As part of its recent pro-transparency communications, Atlas released a video in which it appeared to show the company accessing the accounts where it held its assets at Poloniex, HitBTC and Gate.io, to prove its solvency to clients. There was pretty clear—astonishingly clear—evidence, however, that the video (or parts of it) had been forged or manipulated.

What the exchanges say

Before the company was able to explain the suspicious stuff (in response to clients' requests through WhatsApp, etc.) HitBTC and Gate.io tweeted that Atlas's video was forged. Further, they said Atlas had no accounts with such amounts pending KYC verification. A day or two after, Atlas stated that they were facing problems involving "procrastination tactics, asymmetrical communications and managers in bad faith" but said nothing regarding the video's suspicious parts, or Hit/Gate's tweets directly.

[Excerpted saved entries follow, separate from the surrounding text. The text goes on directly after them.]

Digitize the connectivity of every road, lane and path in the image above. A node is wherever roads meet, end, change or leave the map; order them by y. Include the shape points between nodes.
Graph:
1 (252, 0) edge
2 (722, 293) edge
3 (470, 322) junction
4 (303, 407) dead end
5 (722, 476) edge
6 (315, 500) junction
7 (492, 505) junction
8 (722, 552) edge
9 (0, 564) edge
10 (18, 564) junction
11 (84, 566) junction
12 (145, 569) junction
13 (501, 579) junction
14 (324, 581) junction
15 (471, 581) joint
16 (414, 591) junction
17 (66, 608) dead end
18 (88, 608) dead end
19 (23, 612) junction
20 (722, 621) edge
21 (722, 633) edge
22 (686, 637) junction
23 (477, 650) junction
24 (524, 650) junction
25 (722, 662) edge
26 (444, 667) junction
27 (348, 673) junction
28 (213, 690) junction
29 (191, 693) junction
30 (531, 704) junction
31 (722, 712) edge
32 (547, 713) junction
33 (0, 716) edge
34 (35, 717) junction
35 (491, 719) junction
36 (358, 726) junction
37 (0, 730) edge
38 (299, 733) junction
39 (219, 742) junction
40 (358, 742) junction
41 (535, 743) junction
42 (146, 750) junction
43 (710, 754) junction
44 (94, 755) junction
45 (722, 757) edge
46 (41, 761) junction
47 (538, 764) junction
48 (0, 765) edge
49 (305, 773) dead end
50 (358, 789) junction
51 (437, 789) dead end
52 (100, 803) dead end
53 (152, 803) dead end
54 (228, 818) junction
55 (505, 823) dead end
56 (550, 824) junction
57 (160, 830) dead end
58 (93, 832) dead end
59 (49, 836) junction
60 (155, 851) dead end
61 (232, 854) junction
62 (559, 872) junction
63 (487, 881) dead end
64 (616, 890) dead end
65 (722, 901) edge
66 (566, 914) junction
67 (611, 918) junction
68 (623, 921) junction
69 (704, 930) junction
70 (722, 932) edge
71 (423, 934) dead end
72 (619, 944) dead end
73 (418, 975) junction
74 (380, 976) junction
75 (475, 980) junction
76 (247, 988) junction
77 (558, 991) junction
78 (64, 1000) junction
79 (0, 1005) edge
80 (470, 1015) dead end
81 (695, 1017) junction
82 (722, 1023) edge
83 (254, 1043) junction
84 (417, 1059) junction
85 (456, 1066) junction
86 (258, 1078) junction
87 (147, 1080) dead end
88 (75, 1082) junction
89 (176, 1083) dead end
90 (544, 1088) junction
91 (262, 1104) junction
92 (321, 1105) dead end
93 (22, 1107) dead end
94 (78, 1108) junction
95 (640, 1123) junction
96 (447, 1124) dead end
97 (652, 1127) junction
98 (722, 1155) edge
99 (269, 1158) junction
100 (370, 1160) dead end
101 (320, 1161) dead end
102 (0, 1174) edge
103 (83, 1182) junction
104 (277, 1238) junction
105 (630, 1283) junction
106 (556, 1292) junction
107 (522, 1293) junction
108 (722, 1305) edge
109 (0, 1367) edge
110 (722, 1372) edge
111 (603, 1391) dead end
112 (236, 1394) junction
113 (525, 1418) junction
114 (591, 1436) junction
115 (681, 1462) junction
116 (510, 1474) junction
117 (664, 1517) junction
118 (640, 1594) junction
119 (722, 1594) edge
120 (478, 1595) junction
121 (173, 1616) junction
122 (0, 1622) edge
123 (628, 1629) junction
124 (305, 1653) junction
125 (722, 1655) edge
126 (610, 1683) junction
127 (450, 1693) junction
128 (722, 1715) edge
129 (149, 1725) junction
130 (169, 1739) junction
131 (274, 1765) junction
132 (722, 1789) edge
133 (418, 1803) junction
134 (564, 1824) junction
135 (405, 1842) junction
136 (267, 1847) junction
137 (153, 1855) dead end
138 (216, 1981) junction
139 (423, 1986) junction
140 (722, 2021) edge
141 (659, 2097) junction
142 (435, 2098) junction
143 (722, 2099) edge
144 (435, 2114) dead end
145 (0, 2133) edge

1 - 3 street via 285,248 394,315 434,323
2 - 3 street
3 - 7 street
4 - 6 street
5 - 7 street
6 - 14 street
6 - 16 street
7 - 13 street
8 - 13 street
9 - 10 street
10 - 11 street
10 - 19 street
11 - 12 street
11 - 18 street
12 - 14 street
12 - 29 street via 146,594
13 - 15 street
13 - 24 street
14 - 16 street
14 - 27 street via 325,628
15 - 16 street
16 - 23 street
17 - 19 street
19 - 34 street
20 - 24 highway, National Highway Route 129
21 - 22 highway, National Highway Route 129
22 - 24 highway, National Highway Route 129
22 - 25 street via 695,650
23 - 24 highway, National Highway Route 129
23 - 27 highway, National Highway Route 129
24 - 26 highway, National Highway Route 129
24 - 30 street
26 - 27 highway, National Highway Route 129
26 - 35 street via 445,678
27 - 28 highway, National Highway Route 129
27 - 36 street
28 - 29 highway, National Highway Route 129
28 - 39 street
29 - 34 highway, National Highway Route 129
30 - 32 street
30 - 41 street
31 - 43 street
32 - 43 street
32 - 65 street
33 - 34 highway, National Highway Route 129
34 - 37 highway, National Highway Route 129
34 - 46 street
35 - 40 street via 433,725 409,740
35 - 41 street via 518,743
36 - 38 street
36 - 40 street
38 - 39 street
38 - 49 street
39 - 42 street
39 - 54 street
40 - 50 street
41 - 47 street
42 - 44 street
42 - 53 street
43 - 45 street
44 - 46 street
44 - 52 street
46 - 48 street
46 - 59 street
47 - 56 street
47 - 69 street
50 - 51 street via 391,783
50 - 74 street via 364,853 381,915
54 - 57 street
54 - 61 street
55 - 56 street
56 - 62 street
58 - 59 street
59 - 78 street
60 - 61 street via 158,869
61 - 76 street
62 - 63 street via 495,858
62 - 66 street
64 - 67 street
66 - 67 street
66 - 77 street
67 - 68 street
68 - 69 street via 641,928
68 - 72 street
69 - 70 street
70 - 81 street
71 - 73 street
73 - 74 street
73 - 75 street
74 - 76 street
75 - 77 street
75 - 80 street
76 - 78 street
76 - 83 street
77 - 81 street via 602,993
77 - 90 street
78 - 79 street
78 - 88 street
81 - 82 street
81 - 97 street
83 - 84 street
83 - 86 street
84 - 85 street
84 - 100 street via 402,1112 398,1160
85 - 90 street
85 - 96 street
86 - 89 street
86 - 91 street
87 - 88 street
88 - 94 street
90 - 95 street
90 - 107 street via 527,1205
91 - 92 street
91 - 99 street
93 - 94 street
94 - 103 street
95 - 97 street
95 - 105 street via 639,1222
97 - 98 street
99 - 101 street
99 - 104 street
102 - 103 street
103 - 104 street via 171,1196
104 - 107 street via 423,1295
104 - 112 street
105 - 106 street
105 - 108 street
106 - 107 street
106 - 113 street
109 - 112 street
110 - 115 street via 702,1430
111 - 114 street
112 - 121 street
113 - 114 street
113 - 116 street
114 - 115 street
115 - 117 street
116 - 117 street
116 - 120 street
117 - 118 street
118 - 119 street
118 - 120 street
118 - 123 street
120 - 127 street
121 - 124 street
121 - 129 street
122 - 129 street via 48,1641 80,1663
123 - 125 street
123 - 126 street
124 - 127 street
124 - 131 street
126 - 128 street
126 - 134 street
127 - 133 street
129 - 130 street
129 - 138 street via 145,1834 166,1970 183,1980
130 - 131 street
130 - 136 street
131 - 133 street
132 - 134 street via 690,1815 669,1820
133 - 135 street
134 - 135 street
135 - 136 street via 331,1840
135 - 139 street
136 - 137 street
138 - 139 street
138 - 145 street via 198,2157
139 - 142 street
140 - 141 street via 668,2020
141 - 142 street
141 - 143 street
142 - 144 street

“We do not have accounts under the name of  ‘atlas quantum’ or ‘atlas,’ we didn't build any partnership with this company, so we have no knowledge that Atlas Quantum was arbitrating at Gate.io,” a Gate.io spokesman told Decrypt in an email. “They should have registered as a normal user, if they do have an account here.”

“About the video and the exchange of accusations: without placing any judgment we will not comment on the issue at this time. We have relational and legal support teams with the exchanges abroad,” the Atlas spokesman said.

Something feels off

There has been a surge of pyramid schemes in Brazil, especially that “work with bitcoin.” Though Atlas has been accused of being one too, there’s also ample evidence, including the history of the company, of its corporate investors and of its CEO, that would seem to substantiate the argument that it is actually a real, and profitable business. It would be a painful last disappointment and a strong blow to the crypto scene in Brazil if Atlas turned out to be a financial pyramid.

But why did Atlas go to the trouble of hiring a world-renowned accounting company to perform the attestation, then publish a weird video that everyone says is fake? It’s puzzling.  Many still believe in the possibility of a happy ending to it all, but investors jokingly admit that “algo errado não está certo,'' which means that something doesn’t feel right. I’m just hoping that everyone gets their money back in the end. 

Note: The writer is one of the customers of Atlas who has yet to receive his money back.